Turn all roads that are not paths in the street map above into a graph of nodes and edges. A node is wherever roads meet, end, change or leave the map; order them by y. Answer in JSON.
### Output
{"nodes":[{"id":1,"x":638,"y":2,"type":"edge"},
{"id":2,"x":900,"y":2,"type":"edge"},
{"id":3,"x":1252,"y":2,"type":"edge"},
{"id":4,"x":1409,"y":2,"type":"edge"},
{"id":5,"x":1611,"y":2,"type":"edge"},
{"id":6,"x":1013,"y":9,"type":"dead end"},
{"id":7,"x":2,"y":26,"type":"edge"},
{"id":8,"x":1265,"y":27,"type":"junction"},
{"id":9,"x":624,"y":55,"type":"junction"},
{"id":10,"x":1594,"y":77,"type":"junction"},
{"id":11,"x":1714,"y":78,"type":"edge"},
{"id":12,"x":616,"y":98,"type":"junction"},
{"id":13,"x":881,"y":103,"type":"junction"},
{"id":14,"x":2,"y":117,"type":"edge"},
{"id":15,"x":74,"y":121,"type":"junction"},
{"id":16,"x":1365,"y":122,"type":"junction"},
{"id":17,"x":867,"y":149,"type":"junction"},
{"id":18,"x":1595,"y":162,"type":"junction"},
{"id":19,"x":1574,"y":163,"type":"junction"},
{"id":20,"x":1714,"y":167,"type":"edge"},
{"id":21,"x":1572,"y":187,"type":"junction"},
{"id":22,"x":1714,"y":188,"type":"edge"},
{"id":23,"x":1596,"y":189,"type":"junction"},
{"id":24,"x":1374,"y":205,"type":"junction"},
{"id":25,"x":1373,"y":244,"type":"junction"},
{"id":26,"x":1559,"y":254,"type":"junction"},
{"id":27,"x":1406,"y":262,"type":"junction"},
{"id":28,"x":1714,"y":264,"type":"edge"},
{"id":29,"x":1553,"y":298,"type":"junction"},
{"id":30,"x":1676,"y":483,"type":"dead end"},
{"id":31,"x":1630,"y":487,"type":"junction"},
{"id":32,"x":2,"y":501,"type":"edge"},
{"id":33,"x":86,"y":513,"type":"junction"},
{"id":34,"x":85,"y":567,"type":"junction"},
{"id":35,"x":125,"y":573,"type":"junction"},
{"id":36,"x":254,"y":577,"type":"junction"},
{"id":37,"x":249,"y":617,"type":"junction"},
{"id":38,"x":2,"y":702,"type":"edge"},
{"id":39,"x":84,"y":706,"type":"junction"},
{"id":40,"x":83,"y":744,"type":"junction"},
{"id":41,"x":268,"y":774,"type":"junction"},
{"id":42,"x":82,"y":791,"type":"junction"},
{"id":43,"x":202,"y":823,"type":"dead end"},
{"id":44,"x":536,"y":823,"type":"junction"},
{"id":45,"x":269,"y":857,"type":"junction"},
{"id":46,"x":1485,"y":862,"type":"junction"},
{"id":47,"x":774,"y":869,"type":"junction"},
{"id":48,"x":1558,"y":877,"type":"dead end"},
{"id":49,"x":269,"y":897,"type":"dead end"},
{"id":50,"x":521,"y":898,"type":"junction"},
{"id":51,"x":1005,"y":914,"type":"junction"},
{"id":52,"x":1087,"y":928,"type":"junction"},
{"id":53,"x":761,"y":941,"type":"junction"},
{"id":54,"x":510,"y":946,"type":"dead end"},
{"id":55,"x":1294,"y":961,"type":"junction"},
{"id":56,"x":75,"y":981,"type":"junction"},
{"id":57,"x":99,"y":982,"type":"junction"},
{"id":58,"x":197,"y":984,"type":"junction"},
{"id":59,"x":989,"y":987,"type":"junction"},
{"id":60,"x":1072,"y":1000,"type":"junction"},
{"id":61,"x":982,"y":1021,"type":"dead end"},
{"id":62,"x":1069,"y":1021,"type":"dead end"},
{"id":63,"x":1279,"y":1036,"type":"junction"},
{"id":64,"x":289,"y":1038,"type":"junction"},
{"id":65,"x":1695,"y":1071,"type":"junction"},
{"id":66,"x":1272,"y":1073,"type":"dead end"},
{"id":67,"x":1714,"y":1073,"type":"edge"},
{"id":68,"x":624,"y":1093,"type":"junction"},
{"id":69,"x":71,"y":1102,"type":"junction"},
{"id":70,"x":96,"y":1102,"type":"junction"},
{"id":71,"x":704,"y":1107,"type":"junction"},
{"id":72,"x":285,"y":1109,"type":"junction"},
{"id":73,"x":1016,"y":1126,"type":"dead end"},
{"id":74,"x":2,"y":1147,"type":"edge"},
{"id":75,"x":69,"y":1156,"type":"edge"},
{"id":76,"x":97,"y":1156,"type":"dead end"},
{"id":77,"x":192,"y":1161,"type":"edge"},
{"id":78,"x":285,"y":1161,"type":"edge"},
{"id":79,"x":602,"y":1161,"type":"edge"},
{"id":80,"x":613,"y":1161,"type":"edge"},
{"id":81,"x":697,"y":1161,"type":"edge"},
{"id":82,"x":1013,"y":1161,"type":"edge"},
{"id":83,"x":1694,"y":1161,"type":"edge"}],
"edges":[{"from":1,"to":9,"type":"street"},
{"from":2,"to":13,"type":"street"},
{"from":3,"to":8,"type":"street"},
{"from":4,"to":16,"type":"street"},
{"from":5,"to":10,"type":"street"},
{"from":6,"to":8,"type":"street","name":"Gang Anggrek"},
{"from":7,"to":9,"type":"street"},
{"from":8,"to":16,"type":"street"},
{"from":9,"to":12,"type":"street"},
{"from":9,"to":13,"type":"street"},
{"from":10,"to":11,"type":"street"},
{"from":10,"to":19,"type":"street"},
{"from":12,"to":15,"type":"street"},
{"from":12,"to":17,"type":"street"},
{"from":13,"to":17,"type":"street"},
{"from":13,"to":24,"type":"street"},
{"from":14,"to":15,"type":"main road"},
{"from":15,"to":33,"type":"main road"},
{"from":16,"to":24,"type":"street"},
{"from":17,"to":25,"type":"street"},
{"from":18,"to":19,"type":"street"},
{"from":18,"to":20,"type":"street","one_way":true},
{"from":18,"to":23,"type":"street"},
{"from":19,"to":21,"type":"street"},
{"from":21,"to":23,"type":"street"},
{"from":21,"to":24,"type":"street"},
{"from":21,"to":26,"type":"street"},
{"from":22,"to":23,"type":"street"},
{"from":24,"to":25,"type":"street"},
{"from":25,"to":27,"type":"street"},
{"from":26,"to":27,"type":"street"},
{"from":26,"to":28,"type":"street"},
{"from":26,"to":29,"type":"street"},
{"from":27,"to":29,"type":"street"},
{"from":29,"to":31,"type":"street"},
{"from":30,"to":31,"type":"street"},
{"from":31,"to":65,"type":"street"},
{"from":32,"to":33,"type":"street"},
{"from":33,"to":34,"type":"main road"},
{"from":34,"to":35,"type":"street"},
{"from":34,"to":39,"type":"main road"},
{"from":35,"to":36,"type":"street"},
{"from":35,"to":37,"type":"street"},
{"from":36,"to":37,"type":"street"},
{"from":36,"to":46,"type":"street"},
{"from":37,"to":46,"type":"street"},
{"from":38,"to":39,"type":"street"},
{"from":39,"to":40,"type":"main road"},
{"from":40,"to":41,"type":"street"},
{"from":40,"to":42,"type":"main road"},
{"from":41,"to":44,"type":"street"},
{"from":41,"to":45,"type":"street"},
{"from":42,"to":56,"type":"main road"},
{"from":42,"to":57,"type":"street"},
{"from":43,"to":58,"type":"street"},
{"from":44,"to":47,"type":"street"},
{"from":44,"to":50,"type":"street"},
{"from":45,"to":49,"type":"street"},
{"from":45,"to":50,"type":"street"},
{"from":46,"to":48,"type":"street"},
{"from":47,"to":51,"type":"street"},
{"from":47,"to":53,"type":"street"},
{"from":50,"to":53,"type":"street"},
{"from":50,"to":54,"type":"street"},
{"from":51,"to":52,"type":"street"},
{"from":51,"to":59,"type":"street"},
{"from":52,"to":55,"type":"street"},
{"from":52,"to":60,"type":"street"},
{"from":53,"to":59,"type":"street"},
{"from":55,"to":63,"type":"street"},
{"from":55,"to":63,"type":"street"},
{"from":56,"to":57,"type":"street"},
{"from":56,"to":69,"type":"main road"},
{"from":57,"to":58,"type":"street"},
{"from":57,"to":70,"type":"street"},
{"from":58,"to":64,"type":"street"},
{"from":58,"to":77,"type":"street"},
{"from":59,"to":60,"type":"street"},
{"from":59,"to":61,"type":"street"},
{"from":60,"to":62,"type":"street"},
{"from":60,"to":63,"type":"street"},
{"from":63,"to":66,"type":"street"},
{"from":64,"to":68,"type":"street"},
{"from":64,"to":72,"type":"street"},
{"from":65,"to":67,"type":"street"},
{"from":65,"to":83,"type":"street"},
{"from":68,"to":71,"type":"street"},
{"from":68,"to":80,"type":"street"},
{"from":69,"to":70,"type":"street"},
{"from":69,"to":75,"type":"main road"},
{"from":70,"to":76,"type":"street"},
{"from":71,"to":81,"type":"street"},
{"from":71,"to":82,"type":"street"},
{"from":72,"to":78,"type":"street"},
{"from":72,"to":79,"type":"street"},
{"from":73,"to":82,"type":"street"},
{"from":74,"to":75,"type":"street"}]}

→ What is being asked
Where does "main" appear in the listing? Show every line that has it.

→ Reply to the task
{"from":14,"to":15,"type":"main road"},
{"from":15,"to":33,"type":"main road"},
{"from":33,"to":34,"type":"main road"},
{"from":34,"to":39,"type":"main road"},
{"from":39,"to":40,"type":"main road"},
{"from":40,"to":42,"type":"main road"},
{"from":42,"to":56,"type":"main road"},
{"from":56,"to":69,"type":"main road"},
{"from":69,"to":75,"type":"main road"},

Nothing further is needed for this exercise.